▶ **WORK TO COMPLETE**
Where in the entries below does "Left" appear? Copy every line that has it.

(INPUT RECORDS begins)

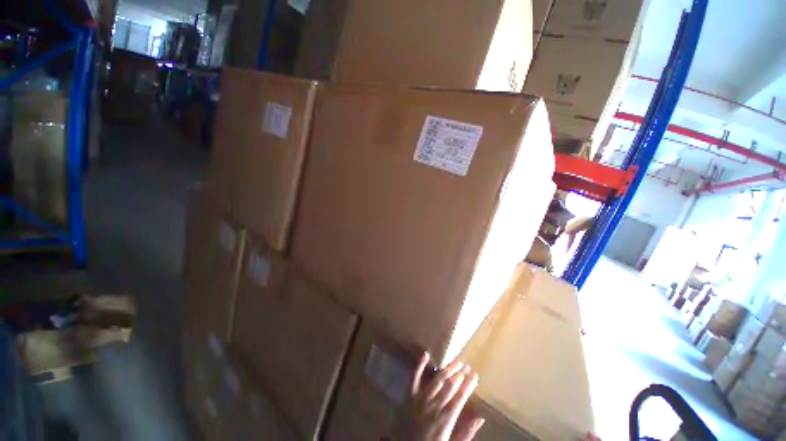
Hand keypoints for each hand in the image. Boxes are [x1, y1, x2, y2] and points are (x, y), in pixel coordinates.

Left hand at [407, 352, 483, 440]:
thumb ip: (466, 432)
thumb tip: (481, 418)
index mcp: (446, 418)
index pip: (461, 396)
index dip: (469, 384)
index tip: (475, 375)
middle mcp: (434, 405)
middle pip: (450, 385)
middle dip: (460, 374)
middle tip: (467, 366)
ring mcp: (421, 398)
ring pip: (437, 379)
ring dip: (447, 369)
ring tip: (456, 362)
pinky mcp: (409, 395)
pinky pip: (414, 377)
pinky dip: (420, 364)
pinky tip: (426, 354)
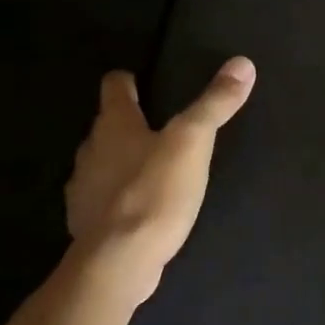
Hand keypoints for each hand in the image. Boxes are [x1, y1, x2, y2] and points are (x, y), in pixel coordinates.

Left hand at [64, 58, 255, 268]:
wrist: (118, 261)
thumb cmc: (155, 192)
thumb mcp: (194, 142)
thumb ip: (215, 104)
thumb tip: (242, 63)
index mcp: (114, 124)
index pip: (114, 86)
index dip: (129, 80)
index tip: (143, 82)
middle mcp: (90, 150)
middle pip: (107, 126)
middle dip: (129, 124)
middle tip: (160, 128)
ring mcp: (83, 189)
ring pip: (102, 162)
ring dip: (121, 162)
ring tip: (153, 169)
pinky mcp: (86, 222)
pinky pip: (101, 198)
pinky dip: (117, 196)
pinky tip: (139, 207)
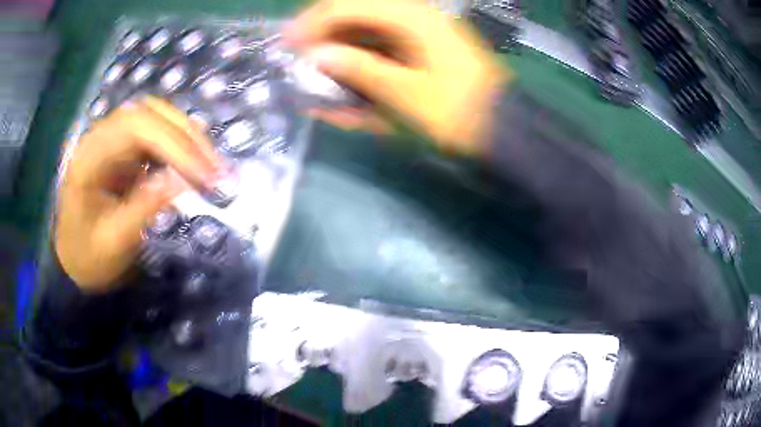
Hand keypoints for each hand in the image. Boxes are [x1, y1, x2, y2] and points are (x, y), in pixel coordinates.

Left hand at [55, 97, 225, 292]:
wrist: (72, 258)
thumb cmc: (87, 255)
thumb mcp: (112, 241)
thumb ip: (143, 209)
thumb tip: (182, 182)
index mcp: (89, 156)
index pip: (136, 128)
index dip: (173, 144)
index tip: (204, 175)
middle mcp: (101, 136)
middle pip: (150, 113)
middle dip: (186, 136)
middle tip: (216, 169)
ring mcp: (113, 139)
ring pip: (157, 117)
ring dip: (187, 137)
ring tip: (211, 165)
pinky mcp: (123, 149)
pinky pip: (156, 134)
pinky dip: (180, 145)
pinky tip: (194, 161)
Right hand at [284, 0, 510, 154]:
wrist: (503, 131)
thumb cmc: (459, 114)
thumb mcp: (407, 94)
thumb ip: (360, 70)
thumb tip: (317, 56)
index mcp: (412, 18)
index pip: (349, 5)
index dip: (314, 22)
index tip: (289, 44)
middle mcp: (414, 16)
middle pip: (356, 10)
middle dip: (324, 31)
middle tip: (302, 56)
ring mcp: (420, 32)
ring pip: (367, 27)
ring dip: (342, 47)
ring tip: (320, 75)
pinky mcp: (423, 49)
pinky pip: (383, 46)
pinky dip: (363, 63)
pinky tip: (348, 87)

(INPUT RECORDS ends)

▶ **RESULT FOR THIS TASK**
Left hand at [407, 352, 483, 440]:
Left hand at [64, 58, 255, 268]:
Left hand at [55, 97, 225, 292]:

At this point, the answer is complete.